> **DATA FOR REVIEW**:
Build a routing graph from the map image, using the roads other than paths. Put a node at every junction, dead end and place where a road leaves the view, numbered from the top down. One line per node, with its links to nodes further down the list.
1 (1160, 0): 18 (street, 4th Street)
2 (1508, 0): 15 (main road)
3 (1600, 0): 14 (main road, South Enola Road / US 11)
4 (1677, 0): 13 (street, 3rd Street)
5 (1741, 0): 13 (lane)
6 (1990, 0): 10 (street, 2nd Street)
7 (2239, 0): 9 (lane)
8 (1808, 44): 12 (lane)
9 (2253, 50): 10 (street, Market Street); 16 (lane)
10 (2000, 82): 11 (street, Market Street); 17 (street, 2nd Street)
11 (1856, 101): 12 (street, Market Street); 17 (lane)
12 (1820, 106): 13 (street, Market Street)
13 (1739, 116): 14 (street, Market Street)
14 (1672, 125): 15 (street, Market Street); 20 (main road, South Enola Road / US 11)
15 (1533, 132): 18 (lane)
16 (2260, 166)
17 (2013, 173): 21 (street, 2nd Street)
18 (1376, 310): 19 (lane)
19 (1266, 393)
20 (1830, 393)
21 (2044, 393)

> **PROBLEM STATEMENT**:
Give back the entries exactly, so that each line matches the original.

> **TASK SOLUTION**:
Build a routing graph from the map image, using the roads other than paths. Put a node at every junction, dead end and place where a road leaves the view, numbered from the top down. One line per node, with its links to nodes further down the list.
1 (1160, 0): 18 (street, 4th Street)
2 (1508, 0): 15 (main road)
3 (1600, 0): 14 (main road, South Enola Road / US 11)
4 (1677, 0): 13 (street, 3rd Street)
5 (1741, 0): 13 (lane)
6 (1990, 0): 10 (street, 2nd Street)
7 (2239, 0): 9 (lane)
8 (1808, 44): 12 (lane)
9 (2253, 50): 10 (street, Market Street); 16 (lane)
10 (2000, 82): 11 (street, Market Street); 17 (street, 2nd Street)
11 (1856, 101): 12 (street, Market Street); 17 (lane)
12 (1820, 106): 13 (street, Market Street)
13 (1739, 116): 14 (street, Market Street)
14 (1672, 125): 15 (street, Market Street); 20 (main road, South Enola Road / US 11)
15 (1533, 132): 18 (lane)
16 (2260, 166)
17 (2013, 173): 21 (street, 2nd Street)
18 (1376, 310): 19 (lane)
19 (1266, 393)
20 (1830, 393)
21 (2044, 393)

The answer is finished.